Course Overview

Is this class for me?

Interests

Prerequisites

  • Requires coding in Python; intro CS background assumed
  • For research components, familiarity with at least one of:
    • HCI / user studies
    • ML methods
    • Data science and statistics

Alternative Special Topics

If you find your interest lies in a specific subtopic of Trust & Safety, checkout one of the related special topics to this class:


Learning Outcomes

Overall T&S:

  • An understanding of the most pressing challenges for online global communication platforms
  • Foundational knowledge of current research in Online Trust and Safety
  • A draft policy proposal and a working implementation of that proposal

Content Moderation:

  • Understand the breadth of models for content moderation (reactive, proactive, community-governed, automated)
  • Conceptualize different approaches to moderating a space and reflect on how these models could evolve
  • Critically assess how automated content moderation mechanisms handle borderline and ambiguous cases

Algorithmic Tradeoffs:

  • Identify critical issues and ethical dilemmas in algorithmic systems, especially in T&S
  • Analyze technical, social, and policy-based responses to online harms (misinformation, extremist content, harassment, and others)
  • Develop in-depth knowledge of at least one selected harm type across the policy, technical, and organizational dimensions

Organizational Dynamics:

  • Understand platform T&S operations through the following categories:
    • Account vs. content moderation
    • Methods of Access vs. Harm
    • Organizational vs. technical complexity (Content-Neutral Outcomes)

Assignments

The three assignments are designed to build on one another: reactive moderation → proactive moderation → applied research.

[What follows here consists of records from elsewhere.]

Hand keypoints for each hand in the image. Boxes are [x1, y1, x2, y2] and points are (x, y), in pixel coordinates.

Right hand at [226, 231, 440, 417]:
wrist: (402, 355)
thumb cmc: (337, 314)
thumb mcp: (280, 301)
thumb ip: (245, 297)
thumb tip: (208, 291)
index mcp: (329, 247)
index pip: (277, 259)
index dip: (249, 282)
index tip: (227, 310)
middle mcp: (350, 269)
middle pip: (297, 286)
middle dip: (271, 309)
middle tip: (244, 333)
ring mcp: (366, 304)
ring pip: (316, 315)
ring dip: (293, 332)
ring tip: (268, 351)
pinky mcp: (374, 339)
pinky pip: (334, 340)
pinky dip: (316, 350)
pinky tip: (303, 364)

1. Assignment 1 - Discord Bot — Reactive Moderation

Source: Trust and Safety Engineering (Stanford CS152) + Cornell Tech CS 5342

A three-milestone project in which you act as the T&S team at a social media platform:

  • M1 (individual, Week 4): Abuse Research Report (2000–4000 words) covering one abuse type: description, actor/victim profiles, details, relevant technologies, and specific recommendations. Plus a Policy Comparison Table for three platforms.
  • M2 (group, Week 6): Design and implement a user reporting flow and behind-the-scenes moderator flow as a Discord bot in Python.
  • M3 (group, Week 6, extra credit): Extend the bot with automated detection — a classifier trained or prompted on your chosen abuse type.

Full spec: Assignments/Discord Bot/Discord Bot.md

2. Assignment 2 - Bluesky Moderation — Proactive Moderation

Source: Cornell Tech CS 5342

Build a Bluesky labeler — a service that attaches categorical labels to posts and accounts. Users who subscribe to your labeler can configure how labels affect what they see.

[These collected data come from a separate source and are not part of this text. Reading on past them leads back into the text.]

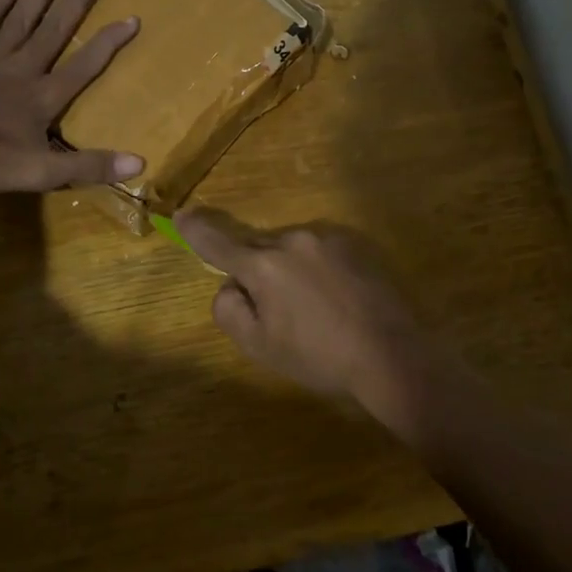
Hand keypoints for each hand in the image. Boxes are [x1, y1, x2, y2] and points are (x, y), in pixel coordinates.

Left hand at [0, 0, 142, 192]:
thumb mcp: (41, 173)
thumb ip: (88, 166)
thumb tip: (140, 163)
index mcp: (43, 97)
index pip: (85, 65)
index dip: (109, 42)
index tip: (132, 17)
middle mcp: (22, 69)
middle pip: (55, 30)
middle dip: (78, 2)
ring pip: (22, 19)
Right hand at [176, 208, 442, 422]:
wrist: (391, 355)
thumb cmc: (318, 356)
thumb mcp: (259, 346)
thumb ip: (229, 309)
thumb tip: (231, 286)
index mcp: (263, 265)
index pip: (217, 241)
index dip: (195, 230)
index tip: (181, 215)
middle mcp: (292, 240)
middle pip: (256, 247)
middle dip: (255, 270)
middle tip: (274, 310)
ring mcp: (327, 239)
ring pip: (289, 249)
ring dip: (288, 270)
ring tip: (312, 311)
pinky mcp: (354, 245)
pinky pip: (318, 252)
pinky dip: (315, 270)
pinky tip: (334, 301)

  • M1: Labeler setup (AT Protocol, Bluesky account, starter code)
  • M2: Label posts matching T&S-related words and domains (text matching)
  • M3: Label posts linking to specific news sources (domain matching)
  • M4: Label dog photos using perceptual hashing (image matching)
  • M5 (policy proposal, Week 10): Extend your labeler to handle a harm of your choice; document your process, testing, and ethical analysis in a 10-minute video

Full spec: Assignments/Bluesky Moderation/Bluesky Moderation.md
Starter code: Assignments/Bluesky Moderation/bluesky_labeler_assignment/bluesky-assign3/

3. Assignment 3 - Podcast Factchecking — Applied T&S Research

Source: Irmetova, Liu, Teleki, Carragher, Zhang, & Caverlee (2026). PodChecker: An Interpretable Fact-Checking Companion for Podcasts.

Collect and analyze podcast data through the lens of a fact-checking or trust-and-safety application. The reference implementation (PodChecker) provides a claim-extraction and credibility-analysis pipeline; students may extend, replicate, or critically analyze it using a different dataset or harm type.

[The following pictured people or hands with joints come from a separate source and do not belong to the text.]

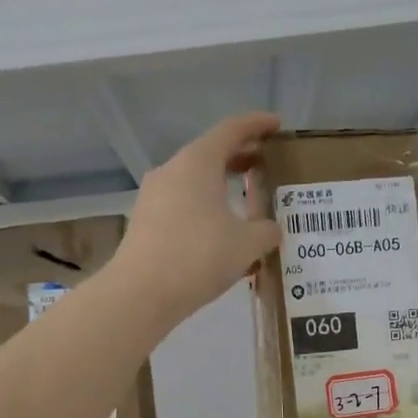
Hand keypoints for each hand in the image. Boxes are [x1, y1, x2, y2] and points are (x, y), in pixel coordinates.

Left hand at [114, 111, 281, 326]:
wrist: (141, 293)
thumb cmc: (199, 256)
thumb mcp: (247, 244)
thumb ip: (266, 232)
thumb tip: (271, 230)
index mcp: (198, 162)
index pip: (231, 130)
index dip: (257, 124)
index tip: (277, 125)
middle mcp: (171, 171)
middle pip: (210, 154)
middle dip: (239, 157)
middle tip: (265, 166)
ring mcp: (153, 197)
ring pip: (193, 182)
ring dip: (219, 187)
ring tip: (244, 203)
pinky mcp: (144, 222)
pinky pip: (181, 205)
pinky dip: (203, 209)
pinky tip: (218, 234)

Full spec: Assignments/Podcast Factchecking/Podcast Factchecking.md
Code: Assignments/Podcast Factchecking/PodChecker/


Curriculum

Texts

  • Working textbook: tsbook (Stamos, Grossman, Pfefferkorn) — available chapters: Introduction, Spam/Fraud, Harassment, Child Sexual Exploitation
  • TSPA resources: Handbook and Library
  • Consortium: reading list

Lectures

The course lectures are modeled on the Teaching Trust & Safety Consortium.
See Curriculum for the full week-by-week schedule.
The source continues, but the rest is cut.